6. If a standalone (i.e. algorithm only without human-in-the-loop performance) was done

This refers to the performance of the device without human intervention. In the context of these IVD devices, the stated performance characteristics (e.g., precision, accuracy, sensitivity, assay range) are the standalone performance of the reagent system on the COBAS INTEGRA Analyzer. There is no human-in-the-loop component for the analytical part of these tests.

7. The type of ground truth used (expert consensus, pathology, outcomes data, etc.)

• COBAS INTEGRA Acid/Prostatic Phosphatase:
  • Ground truth for accuracy was established by comparison to the predicate device, "Roche Reagent for Acid Phosphatase" (K831834). This is a method comparison study where the predicate acts as the reference or "ground truth."
• COBAS INTEGRA Benzodiazepines with β-glucuronidase:
  • Ground truth for accuracy was established by comparison to Gas Chromatography/Mass Spectrometry (GC/MS) (as indicated in the "Accuracy Positive Samples" table for the predicate device, which is then compared for the new device). GC/MS is a widely accepted confirmatory method for drug detection and serves as the gold standard ground truth in this context.

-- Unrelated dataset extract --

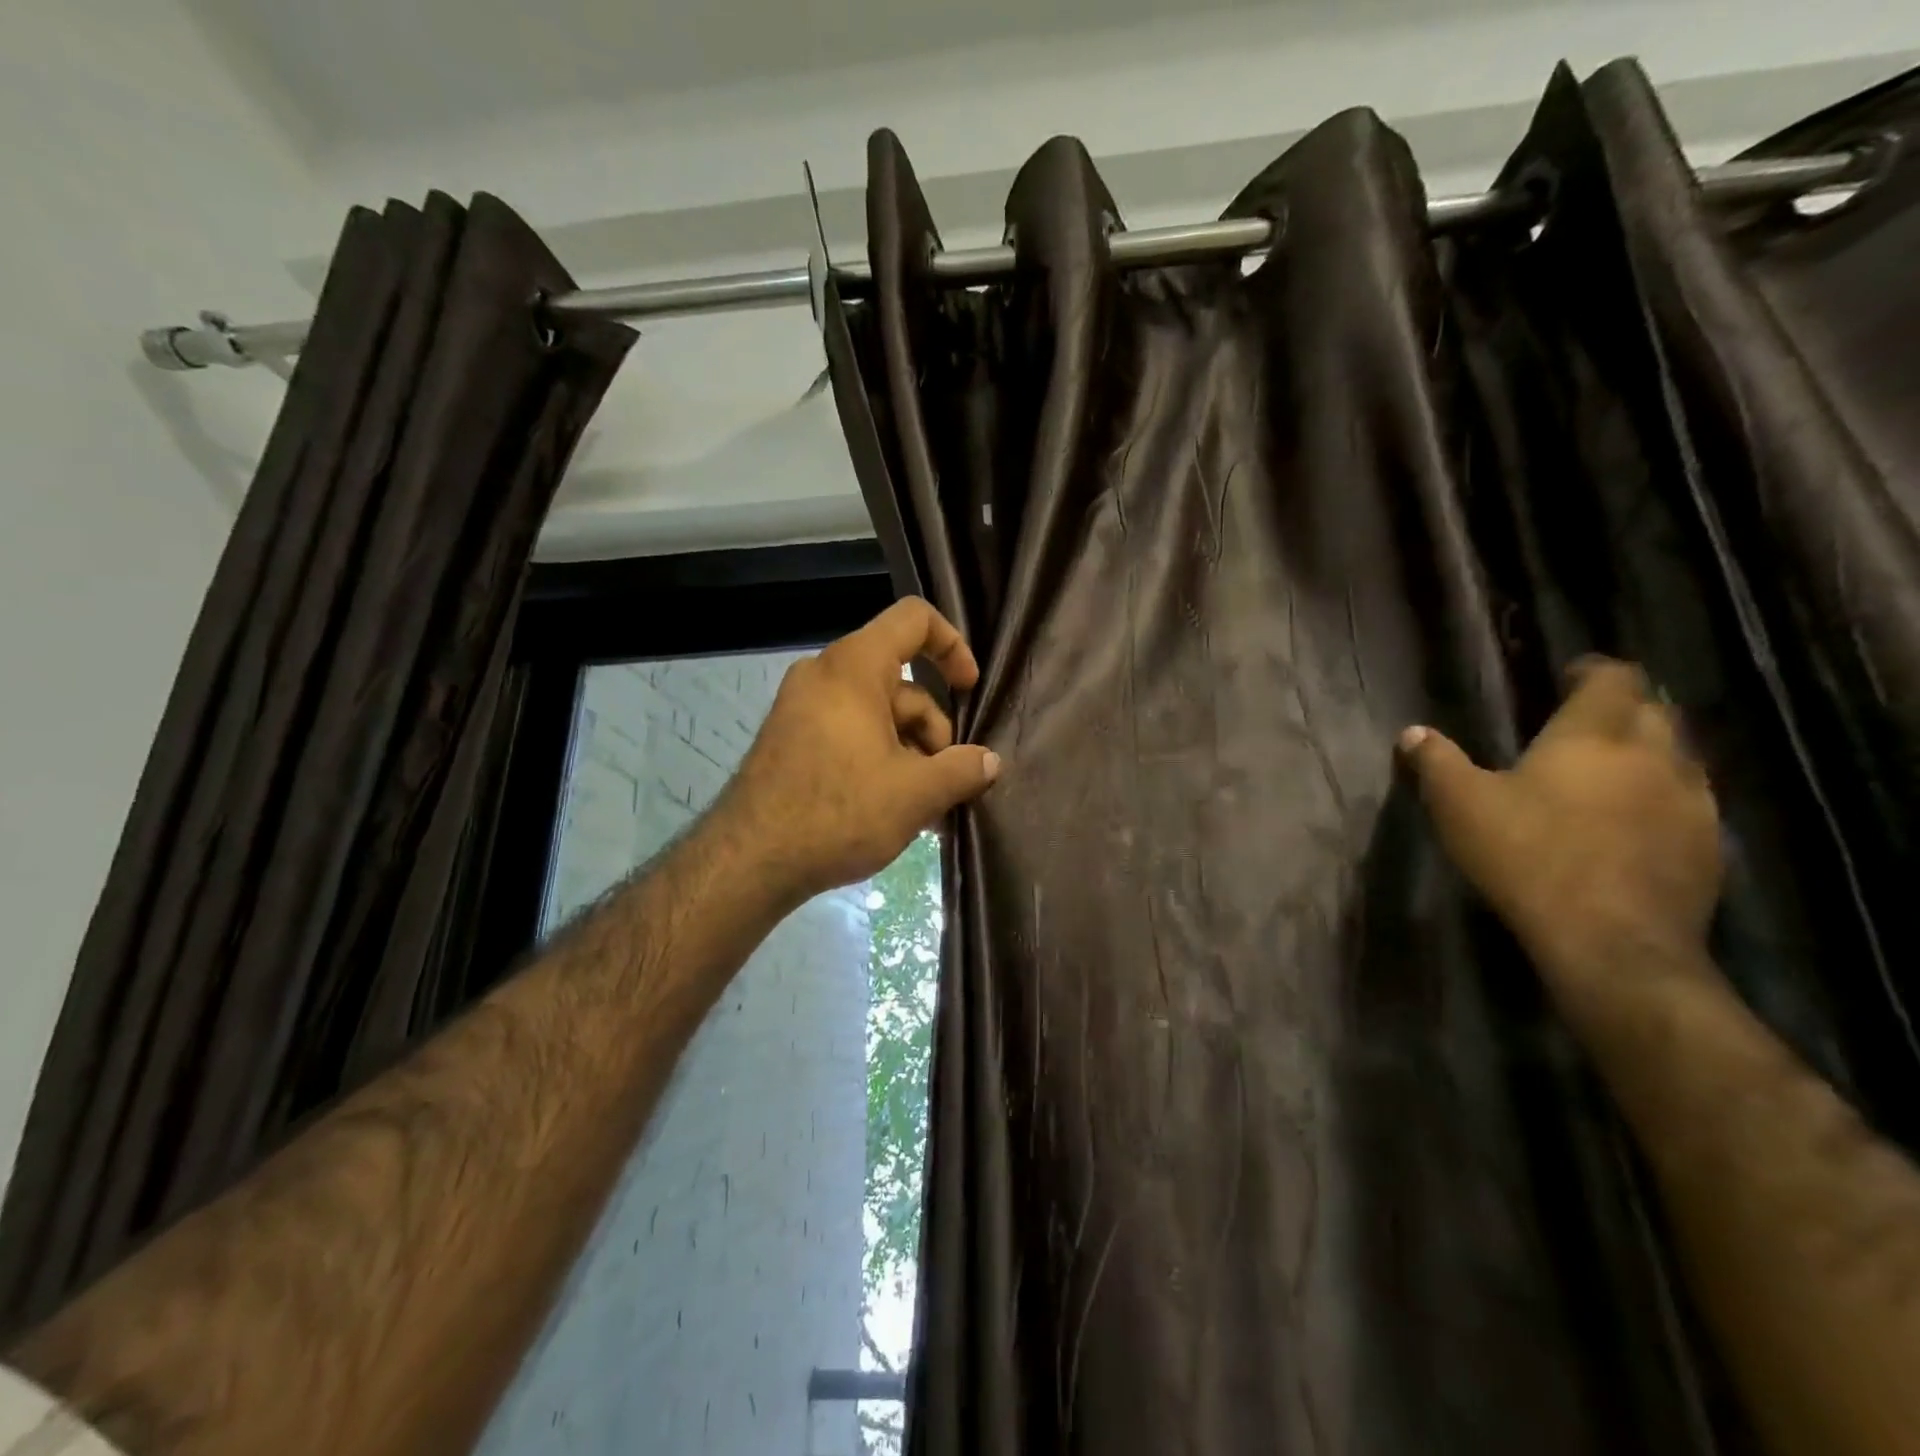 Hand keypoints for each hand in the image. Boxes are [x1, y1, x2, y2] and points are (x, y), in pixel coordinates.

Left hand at [720, 598, 999, 903]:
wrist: (748, 861)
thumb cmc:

8. The sample size for the training set

The document does not explicitly identify or specify a "training set" in the context of machine learning. For these diagnostic assays, the development and optimization of the reagent formulation and instrument parameters are analogous to "training" in a broader sense, but there's no data given for this phase. The presented performance data are from validation/verification studies, which would be considered test sets.

9. How the ground truth for the training set was established

As there is no explicitly defined "training set" in the machine learning sense, this question is not applicable. The ground truth for the performance evaluations (test sets) is described in point 7.